▸ What to produce: The records below must be transcribed exactly, with each picture left out.

▸ Supplied material:
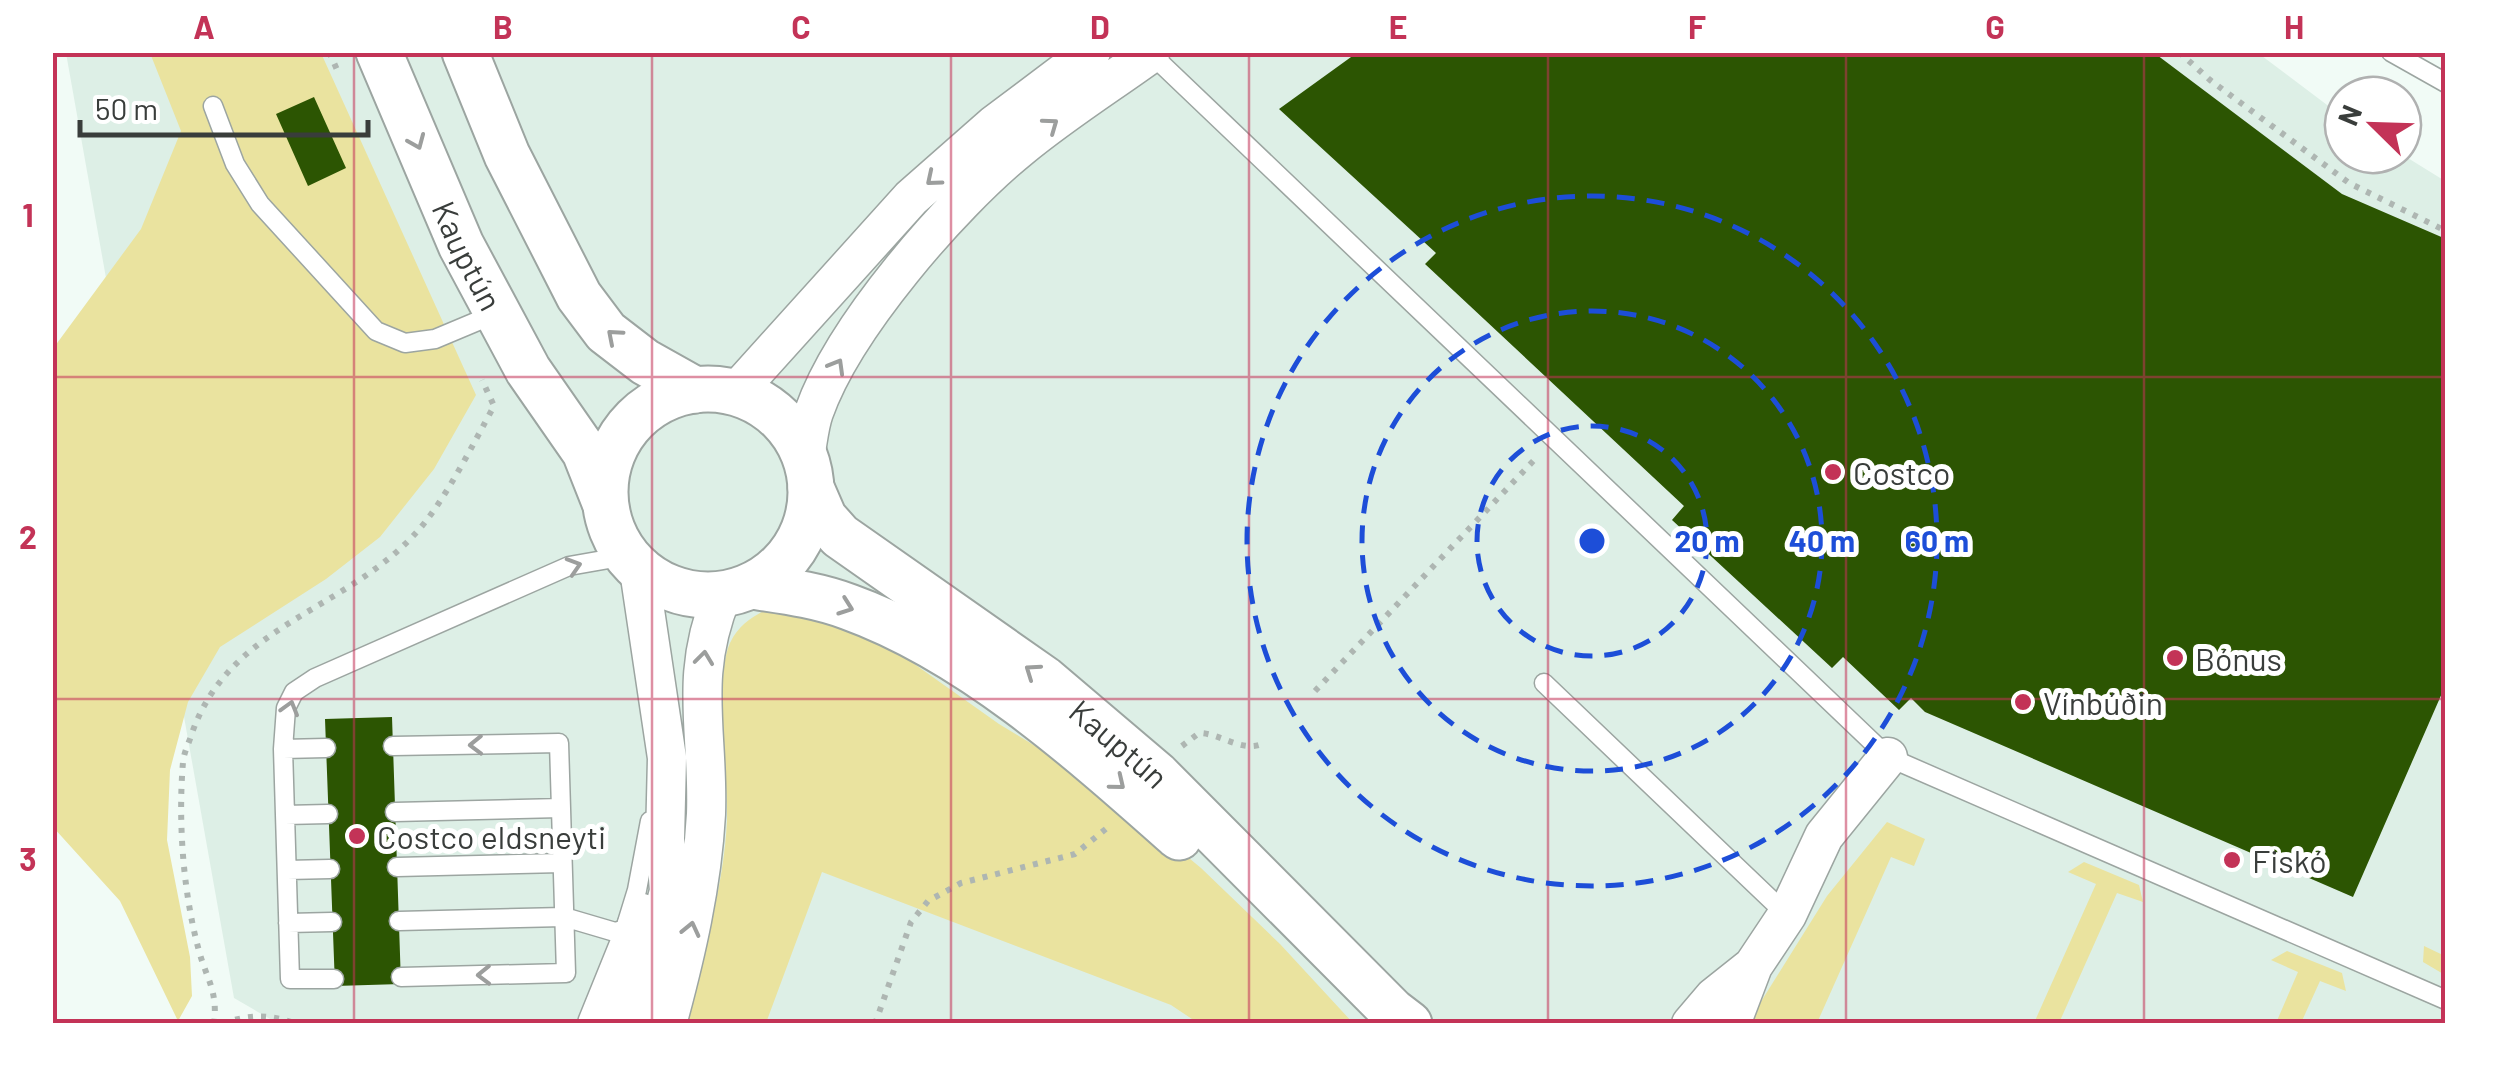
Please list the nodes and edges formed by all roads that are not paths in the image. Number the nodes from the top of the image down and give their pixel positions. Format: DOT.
graph roads {
  1 [pos="378,52"];
  2 [pos="466,52"];
  3 [pos="1091,52"];
  4 [pos="2391,52"];
  5 [pos="1150,53"];
  6 [pos="2446,84"];
  7 [pos="213,106"];
  8 [pos="498,313"];
  9 [pos="716,391"];
  10 [pos="808,472"];
  11 [pos="604,500"];
  12 [pos="632,563"];
  13 [pos="737,590"];
  14 [pos="652,677"];
  15 [pos="1544,683"];
  16 [pos="393,746"];
  17 [pos="326,748"];
  18 [pos="283,749"];
  19 [pos="1888,757"];
  20 [pos="560,808"];
  21 [pos="395,812"];
  22 [pos="328,814"];
  23 [pos="285,815"];
  24 [pos="664,839"];
  25 [pos="562,863"];
  26 [pos="397,867"];
  27 [pos="330,868"];
  28 [pos="286,870"];
  29 [pos="1787,915"];
  30 [pos="564,917"];
  31 [pos="399,921"];
  32 [pos="332,922"];
  33 [pos="288,924"];
  34 [pos="1753,966"];
  35 [pos="401,977"];
  36 [pos="334,978"];
  37 [pos="2446,1000"];
  38 [pos="597,1024"];
  39 [pos="630,1024"];
  40 [pos="666,1024"];
  41 [pos="1370,1024"];
  42 [pos="1410,1024"];
  43 [pos="1691,1024"];
  44 [pos="1731,1024"];
  1 -- 8 [label="street, Kauptún, one-way"];
  9 -- 2 [label="street, Kauptún, one-way"];
  3 -- 9 [label="street, one-way"];
  4 -- 6 [label="lane"];
  10 -- 5 [label="street, one-way"];
  5 -- 19 [label="lane"];
  7 -- 8 [label="lane"];
  8 -- 11 [label="street, Kauptún"];
  9 -- 10 [label="street, Kauptún"];
  9 -- 11 [label="street"];
  10 -- 13 [label="street"];
  42 -- 10 [label="street, Kauptún, one-way"];
  11 -- 12 [label="street, Kauptún"];
  12 -- 13 [label="street, Kauptún"];
  12 -- 14 [label="street, Kauptún"];
  18 -- 12 [label="lane, one-way"];
  40 -- 13 [label="street, one-way"];
  13 -- 41 [label="street, Kauptún, one-way"];
  14 -- 24 [label="street, Kauptún"];
  14 -- 30 [label="lane"];
  15 -- 29 [label="lane"];
  20 -- 16 [label="lane, one-way"];
  17 -- 18 [label="lane"];
  18 -- 23 [label="lane"];
  19 -- 29 [label="street"];
  19 -- 37 [label="lane"];
  20 -- 21 [label="lane"];
  20 -- 25 [label="lane"];
  22 -- 23 [label="lane"];
  23 -- 28 [label="lane"];
  24 -- 38 [label="street, Kauptún"];
  24 -- 39 [label="street, Kauptún"];
  25 -- 26 [label="lane"];
  25 -- 30 [label="lane"];
  27 -- 28 [label="lane"];
  28 -- 33 [label="lane"];
  29 -- 34 [label="street"];
  30 -- 31 [label="lane"];
  30 -- 35 [label="lane, one-way"];
  32 -- 33 [label="lane"];
  33 -- 36 [label="lane"];
  34 -- 43 [label="street"];
  34 -- 44 [label="street"];
}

▸ Solution:
Please list the nodes and edges formed by all roads that are not paths in the image. Number the nodes from the top of the image down and give their pixel positions. Format: DOT.
graph roads {
  1 [pos="378,52"];
  2 [pos="466,52"];
  3 [pos="1091,52"];
  4 [pos="2391,52"];
  5 [pos="1150,53"];
  6 [pos="2446,84"];
  7 [pos="213,106"];
  8 [pos="498,313"];
  9 [pos="716,391"];
  10 [pos="808,472"];
  11 [pos="604,500"];
  12 [pos="632,563"];
  13 [pos="737,590"];
  14 [pos="652,677"];
  15 [pos="1544,683"];
  16 [pos="393,746"];
  17 [pos="326,748"];
  18 [pos="283,749"];
  19 [pos="1888,757"];
  20 [pos="560,808"];
  21 [pos="395,812"];
  22 [pos="328,814"];
  23 [pos="285,815"];
  24 [pos="664,839"];
  25 [pos="562,863"];
  26 [pos="397,867"];
  27 [pos="330,868"];
  28 [pos="286,870"];
  29 [pos="1787,915"];
  30 [pos="564,917"];
  31 [pos="399,921"];
  32 [pos="332,922"];
  33 [pos="288,924"];
  34 [pos="1753,966"];
  35 [pos="401,977"];
  36 [pos="334,978"];
  37 [pos="2446,1000"];
  38 [pos="597,1024"];
  39 [pos="630,1024"];
  40 [pos="666,1024"];
  41 [pos="1370,1024"];
  42 [pos="1410,1024"];
  43 [pos="1691,1024"];
  44 [pos="1731,1024"];
  1 -- 8 [label="street, Kauptún, one-way"];
  9 -- 2 [label="street, Kauptún, one-way"];
  3 -- 9 [label="street, one-way"];
  4 -- 6 [label="lane"];
  10 -- 5 [label="street, one-way"];
  5 -- 19 [label="lane"];
  7 -- 8 [label="lane"];
  8 -- 11 [label="street, Kauptún"];
  9 -- 10 [label="street, Kauptún"];
  9 -- 11 [label="street"];
  10 -- 13 [label="street"];
  42 -- 10 [label="street, Kauptún, one-way"];
  11 -- 12 [label="street, Kauptún"];
  12 -- 13 [label="street, Kauptún"];
  12 -- 14 [label="street, Kauptún"];
  18 -- 12 [label="lane, one-way"];
  40 -- 13 [label="street, one-way"];
  13 -- 41 [label="street, Kauptún, one-way"];
  14 -- 24 [label="street, Kauptún"];
  14 -- 30 [label="lane"];
  15 -- 29 [label="lane"];
  20 -- 16 [label="lane, one-way"];
  17 -- 18 [label="lane"];
  18 -- 23 [label="lane"];
  19 -- 29 [label="street"];
  19 -- 37 [label="lane"];
  20 -- 21 [label="lane"];
  20 -- 25 [label="lane"];
  22 -- 23 [label="lane"];
  23 -- 28 [label="lane"];
  24 -- 38 [label="street, Kauptún"];
  24 -- 39 [label="street, Kauptún"];
  25 -- 26 [label="lane"];
  25 -- 30 [label="lane"];
  27 -- 28 [label="lane"];
  28 -- 33 [label="lane"];
  29 -- 34 [label="street"];
  30 -- 31 [label="lane"];
  30 -- 35 [label="lane, one-way"];
  32 -- 33 [label="lane"];
  33 -- 36 [label="lane"];
  34 -- 43 [label="street"];
  34 -- 44 [label="street"];
}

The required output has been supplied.